Élaborée à partir de sources publiques et classifiées ainsi qu’en consultation avec des « partenaires étrangers aux vues similaires » (d’après une personne représentant le gouvernement), la liste des organisations de recherche nommées énumère 103 universités, établissements de recherche et laboratoires entretenant des relations avec des entités militaires, de défense nationale ou de sécurité nationale posant un risque à la sécurité nationale du Canada. Le gouvernement insiste sur l’absence de discrimination sur la base des pays, précisant que la liste est uniquement basée sur l’analyse des risques. Néanmoins, seulement trois pays y sont représentés : la Russie, l’Iran et la Chine.

Pour sa part, Stephanie Carvin, qui étudie les enjeux liés à la sécurité nationale à l’Université Carleton, s’attendait à une liste plus longue. « C’est étonnant de ne pas y trouver d’autres pays, notamment ceux d’Asie centrale ou d’ailleurs qui échangent beaucoup avec la Chine, dit-elle. Mais commencer petit n’est pas une mauvaise approche. » Des 103 établissements énumérés, la Chine en compte 85, l’Iran 12 et la Russie six.
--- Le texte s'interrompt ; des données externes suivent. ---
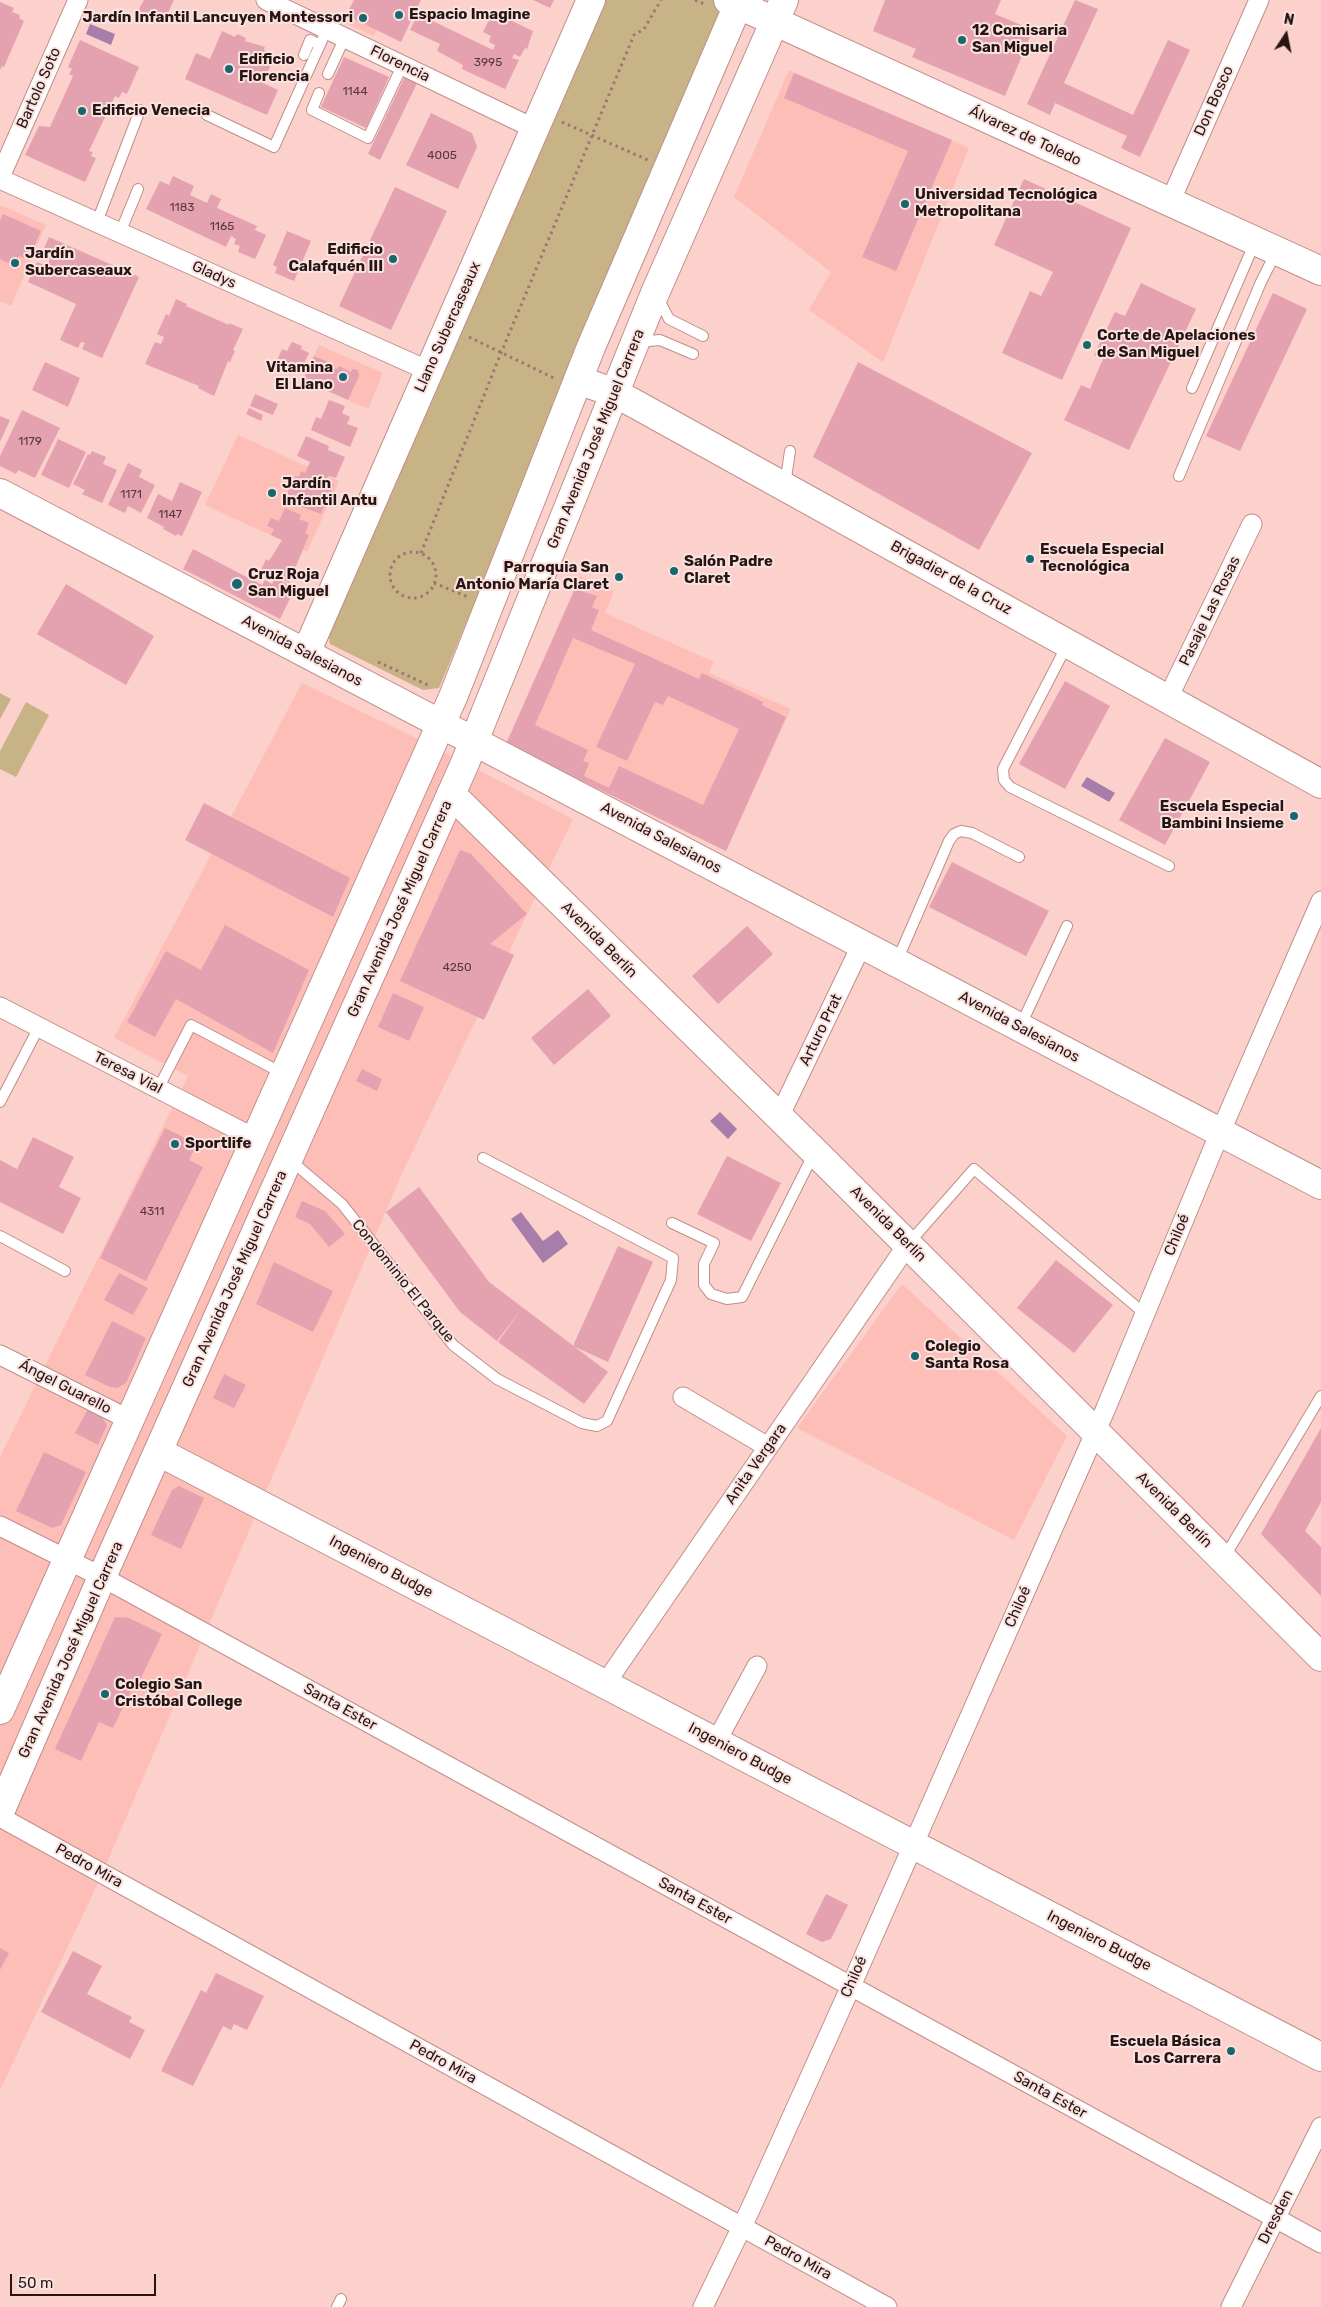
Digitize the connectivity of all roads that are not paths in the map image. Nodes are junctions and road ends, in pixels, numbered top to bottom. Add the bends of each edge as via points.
1 (78, 0) edge
2 (266, 0) edge
3 (591, 0) edge
4 (1259, 0) edge
5 (735, 1) edge
6 (779, 10) edge
7 (324, 37) junction
8 (345, 37) junction
9 (304, 55) dead end
10 (403, 64) junction
11 (328, 74) dead end
12 (319, 93) dead end
13 (140, 110) dead end
14 (207, 116) dead end
15 (538, 121) junction
16 (0, 178) edge
17 (138, 189) dead end
18 (1170, 202) junction
19 (97, 222) junction
20 (120, 233) junction
21 (1266, 246) junction
22 (1321, 271) edge
23 (655, 292) junction
24 (703, 336) dead end
25 (635, 343) junction
26 (693, 354) dead end
27 (429, 371) junction
28 (568, 379) junction
29 (1192, 388) dead end
30 (615, 393) junction
31 (790, 451) dead end
32 (1179, 476) dead end
33 (785, 486) junction
34 (0, 493) edge
35 (1252, 524) dead end
36 (1068, 643) junction
37 (306, 653) junction
38 (1168, 698) junction
39 (440, 724) junction
40 (475, 740) junction
41 (1321, 784) edge
42 (451, 794) junction
43 (1019, 857) dead end
44 (1169, 866) dead end
45 (1321, 901) edge
46 (1067, 926) dead end
47 (862, 944) junction
48 (896, 962) junction
49 (0, 1007) edge
50 (39, 1027) junction
51 (1020, 1027) junction
52 (285, 1074) junction
53 (158, 1089) junction
54 (0, 1102) edge
55 (779, 1117) junction
56 (1220, 1132) junction
57 (256, 1139) junction
58 (815, 1152) junction
59 (484, 1158) dead end
60 (283, 1170) junction
61 (1321, 1185) edge
62 (672, 1223) dead end
63 (0, 1236) edge
64 (908, 1244) junction
65 (65, 1271) dead end
66 (1145, 1314) junction
67 (0, 1355) edge
68 (1321, 1396) edge
69 (683, 1397) dead end
70 (130, 1420) junction
71 (1096, 1431) junction
72 (768, 1447) junction
73 (159, 1452) junction
74 (0, 1526) edge
75 (1223, 1560) junction
76 (68, 1561) junction
77 (102, 1577) junction
78 (1321, 1657) edge
79 (757, 1666) dead end
80 (605, 1684) junction
81 (0, 1710) edge
82 (716, 1742) junction
83 (0, 1812) edge
84 (0, 1817) edge
85 (913, 1845) junction
86 (851, 1986) junction
87 (1321, 2057) edge
88 (1321, 2127) edge
89 (1275, 2218) junction
90 (742, 2227) junction
91 (1321, 2244) edge
92 (703, 2307) edge
93 (887, 2307) edge
94 (1231, 2307) edge

1 - 16 street, Bartolo Soto
2 - 7 street, Florencia
3 - 15 main road, Llano Subercaseaux
4 - 18 street, Don Bosco
5 - 6 main road, Álvarez de Toledo
5 - 28 main road
6 - 18 main road, Álvarez de Toledo
6 - 23 main road, Gran Avenida José Miguel Carrera
7 - 8 street, Florencia
7 - 9 lane via 310,40
7 - 14 lane via 274,147
8 - 10 street, Florencia
8 - 11 lane
10 - 12 lane via 368,138 312,110
10 - 15 street, Florencia
13 - 19 lane
15 - 27 main road, Llano Subercaseaux
16 - 19 street, Gladys
17 - 20 lane
18 - 21 main road, Álvarez de Toledo
19 - 20 street, Gladys
20 - 27 street, Gladys
21 - 22 main road, Álvarez de Toledo
21 - 29 lane
21 - 32 lane via 1261,282
23 - 24 lane via 669,319
23 - 25 main road, Gran Avenida José Miguel Carrera
25 - 26 lane via 660,340
25 - 30 main road, Gran Avenida José Miguel Carrera
27 - 37 main road, Llano Subercaseaux
28 - 30 main road, Brigadier de la Cruz
28 - 39 main road via 489,607
30 - 33 main road, Brigadier de la Cruz
30 - 40 main road, Gran Avenida José Miguel Carrera
31 - 33 lane
33 - 36 main road, Brigadier de la Cruz
34 - 37 main road, Avenida Salesianos
35 - 38 street, Pasaje Las Rosas
36 - 38 main road, Brigadier de la Cruz
36 - 44 lane via 1003,769 1004,780 1010,787
37 - 39 main road, Avenida Salesianos
38 - 41 main road, Brigadier de la Cruz
39 - 40 main road, Avenida Salesianos
39 - 52 main road
40 - 42 main road, Gran Avenida José Miguel Carrera
40 - 47 main road, Avenida Salesianos
42 - 55 main road, Avenida Berlín
42 - 60 main road, Gran Avenida José Miguel Carrera
43 - 48 lane via 972,832 954,834
45 - 56 street, Chiloé
46 - 51 lane
47 - 48 main road, Avenida Salesianos
47 - 55 street, Arturo Prat
48 - 51 main road, Avenida Salesianos
49 - 50 street, Teresa Vial
50 - 53 street, Teresa Vial
50 - 54 lane
51 - 56 main road, Avenida Salesianos
52 - 53 lane via 191,1026
52 - 57 main road
53 - 57 street, Teresa Vial
55 - 58 main road, Avenida Berlín
56 - 61 main road, Avenida Salesianos
56 - 66 street, Chiloé
57 - 60 main road
57 - 70 main road
58 - 62 lane via 742,1297 727,1299 711,1294 704,1285 704,1264 714,1243
58 - 64 main road, Avenida Berlín
59 - 60 lane, Condominio El Parque via 673,1258 671,1280 607,1421 597,1426 582,1423 497,1379 453,1345 342,1204
60 - 73 main road, Gran Avenida José Miguel Carrera
63 - 65 lane
64 - 66 lane via 974,1169
64 - 71 main road, Avenida Berlín
64 - 72 street, Anita Vergara
66 - 71 street, Chiloé
67 - 70 street, Ángel Guarello
68 - 75 lane
69 - 72 street
70 - 76 main road
71 - 75 main road, Avenida Berlín
71 - 85 street, Chiloé
72 - 80 street, Anita Vergara
73 - 77 main road, Gran Avenida José Miguel Carrera
73 - 80 main road, Ingeniero Budge
74 - 76 street, Santa Ester
75 - 78 main road, Avenida Berlín
76 - 77 street, Santa Ester
76 - 81 main road
77 - 83 main road, Gran Avenida José Miguel Carrera
77 - 86 street, Santa Ester
79 - 82 street
80 - 82 main road, Ingeniero Budge
82 - 85 main road, Ingeniero Budge
84 - 90 street, Pedro Mira
85 - 86 street, Chiloé
85 - 87 main road, Ingeniero Budge
86 - 89 street, Santa Ester
86 - 90 street, Chiloé
88 - 89 street, Dresden
89 - 91 street, Santa Ester
89 - 94 street, Dresden
90 - 92 street, Chiloé
90 - 93 street, Pedro Mira

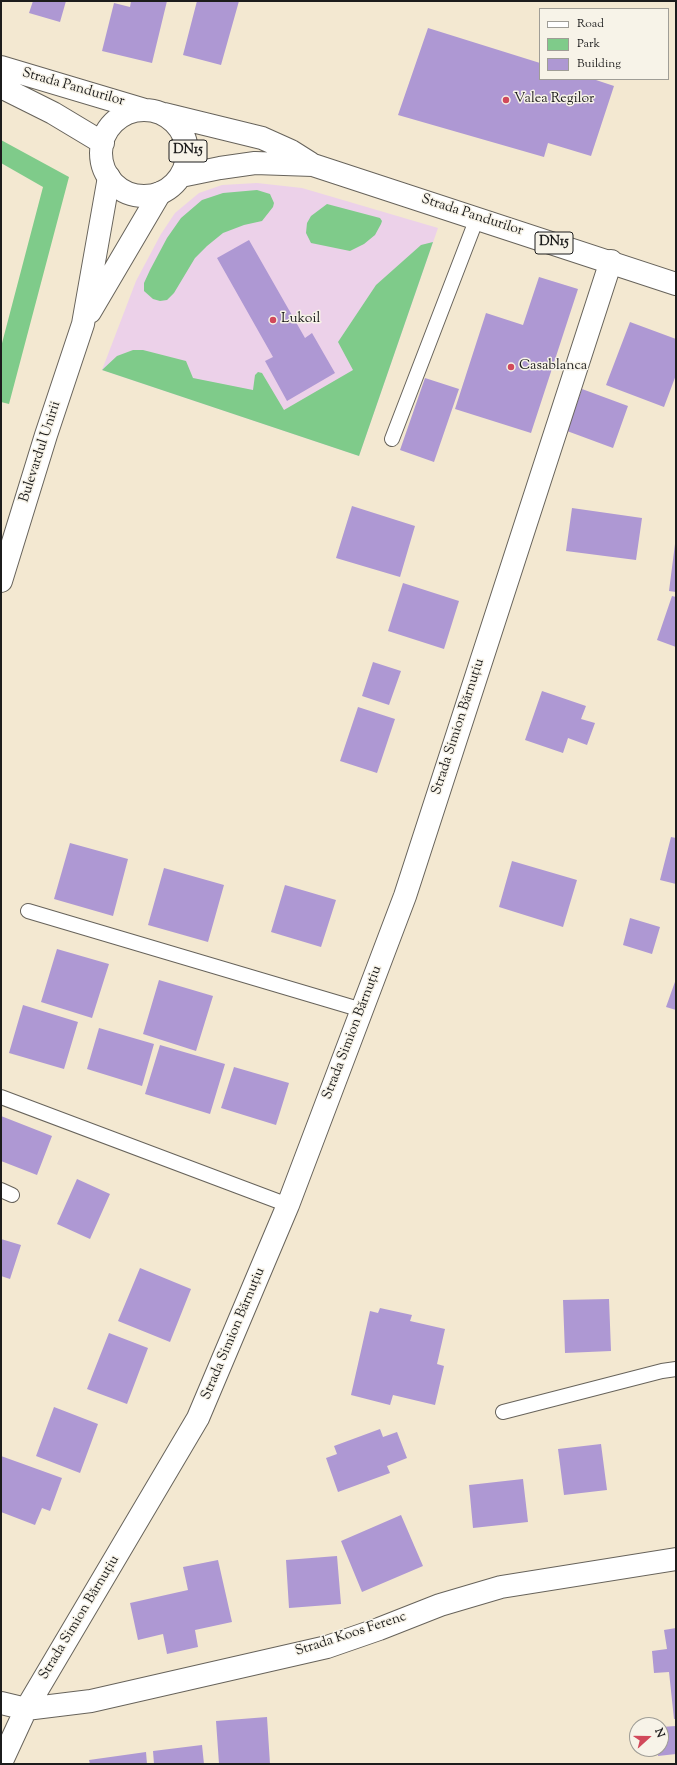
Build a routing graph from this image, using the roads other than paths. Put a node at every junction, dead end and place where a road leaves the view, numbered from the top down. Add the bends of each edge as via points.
1 (1, 67) edge
2 (1, 87) edge
3 (152, 111) junction
4 (103, 143) junction
5 (313, 165) junction
6 (181, 176) junction
7 (108, 177) junction
8 (160, 193) junction
9 (477, 218) junction
10 (611, 261) junction
11 (676, 284) edge
12 (83, 324) junction
13 (392, 439) dead end
14 (1, 581) edge
15 (28, 911) dead end
16 (362, 1010) junction
17 (1, 1097) edge
18 (288, 1205) junction
19 (676, 1369) edge
20 (504, 1412) dead end
21 (676, 1559) edge
22 (1, 1703) edge
23 (26, 1709) junction
24 (1, 1763) edge

1 - 3 main road, Strada Pandurilor / DN15
2 - 4 main road, Strada Pandurilor via 53,113
3 - 4 main road, DN15 via 131,112 118,119 108,130
3 - 5 main road, Strada Pandurilor / DN15 via 262,138 291,151
3 - 6 main road, DN15 via 170,118 185,139 188,152
4 - 7 main road, DN15 via 101,155
5 - 6 main road, Strada Pandurilor / DN15 via 255,163
5 - 9 main road, Strada Pandurilor / DN15
6 - 8 main road, DN15 via 172,187
7 - 8 main road, DN15 via 119,188 132,195
7 - 12 main road, Bulevardul Unirii
8 - 12 main road, Bulevardul Unirii
9 - 10 main road, Strada Pandurilor / DN15
9 - 13 lane
10 - 11 main road, Strada Pandurilor / DN15
10 - 16 main road, Strada Simion Bărnuțiu via 405,896
12 - 14 main road, Bulevardul Unirii
15 - 16 lane
16 - 18 main road, Strada Simion Bărnuțiu
17 - 18 lane
18 - 23 main road, Strada Simion Bărnuțiu via 198,1418
19 - 20 lane
21 - 23 main road, Strada Koos Ferenc via 501,1587 440,1605 327,1647 91,1701
22 - 23 main road
23 - 24 main road, Strada Simion Bărnuțiu

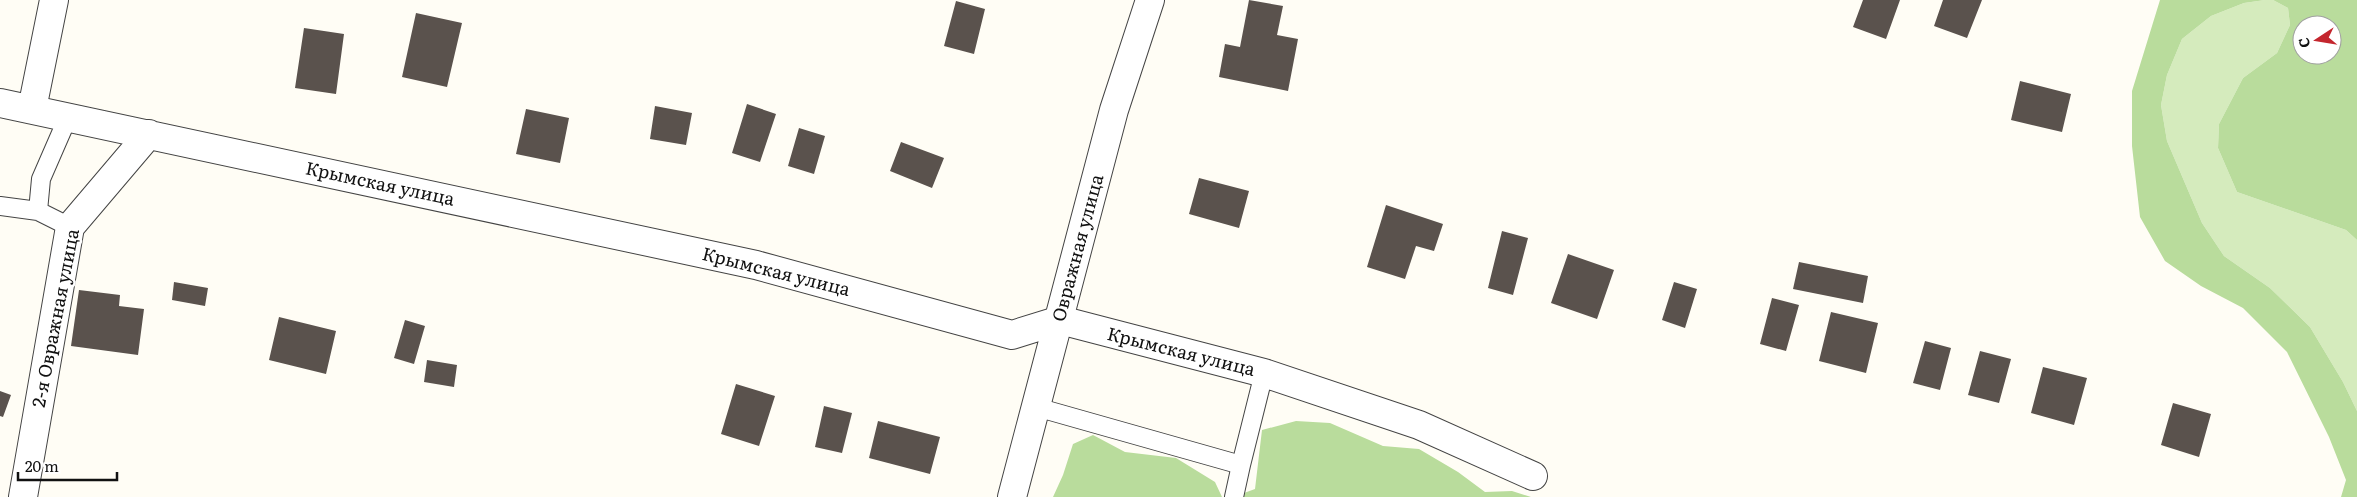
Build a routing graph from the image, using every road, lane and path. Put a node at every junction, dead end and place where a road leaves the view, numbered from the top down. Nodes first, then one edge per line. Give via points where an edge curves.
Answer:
1 (54, 0) edge
2 (1150, 0) edge
3 (0, 103) edge
4 (32, 109) junction
5 (68, 117) junction
6 (148, 134) junction
7 (0, 206) edge
8 (38, 210) junction
9 (70, 227) junction
10 (1060, 320) junction
11 (1264, 373) junction
12 (1036, 408) junction
13 (1241, 465) junction
14 (1533, 476) dead end
15 (23, 497) edge
16 (1012, 497) edge
17 (1234, 497) edge

1 - 4 street
2 - 10 street, Овражная улица via 1114,110
3 - 4 street, Крымская улица
4 - 5 street, Крымская улица
5 - 6 street, Крымская улица
5 - 8 lane via 41,179
6 - 9 street, 2-я Овражная улица
6 - 10 street, Крымская улица via 756,264 1012,335
7 - 8 lane
8 - 9 lane
9 - 15 street, 2-я Овражная улица
10 - 11 street, Крымская улица
10 - 12 street, Овражная улица
11 - 13 lane
11 - 14 street, Крымская улица via 1419,425
12 - 13 lane
12 - 16 street, Овражная улица
13 - 17 lane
Pour un bon nombre des organisations incluses dans la liste, la justification paraît évidente : le nom de l’organisation trahit explicitement sa nature militaire. C’est par exemple le cas de l’Institut de recherche de l’armée de l’Air de Chine. D’autres ajouts sont toutefois plus subtils. L’Institut de technologie de Beijing, par exemple, y apparaît probablement en tant qu’un des « sept fils de la défense nationale », un groupe d’universités publiques largement considéré comme ayant des relations scientifiques étroites avec l’armée chinoise.

Malgré tout, M. Özsu, qui a collaboré avec une personne affiliée à un des établissements listés, estime que les scientifiques ont le droit de connaître les règles de décision. « Dans une société démocratique comme celle du Canada, où les organes gouvernementaux doivent rendre des comptes, le public et le milieu universitaire méritent une explication claire sur le choix des établissements visés », s’indigne-t-il.

Nous ne savons pas très bien combien de scientifiques du pays collaborent actuellement avec ces établissements, mais Mme Crago pense que le chiffre est faible. « La plupart des organisations de recherche nommées sont des établissements avec lesquels nous n’avons ou n’envisageons pas de partenariat », précise-t-elle

Le respect de cette nouvelle politique sera assuré par un mécanisme de sélection aléatoire des demandes de subvention, avec vérification de la conformité une fois le financement octroyé. Toute violation de la politique sera traitée selon le Cadre de référence des trois organismes sur la conduite responsable de la recherche. M. Milligan se réjouit de voir la nouvelle politique se baser sur des processus de contrôle existants et dit « avoir confiance que nous réussirons à résoudre les problèmes avec les outils dont nous disposons déjà ».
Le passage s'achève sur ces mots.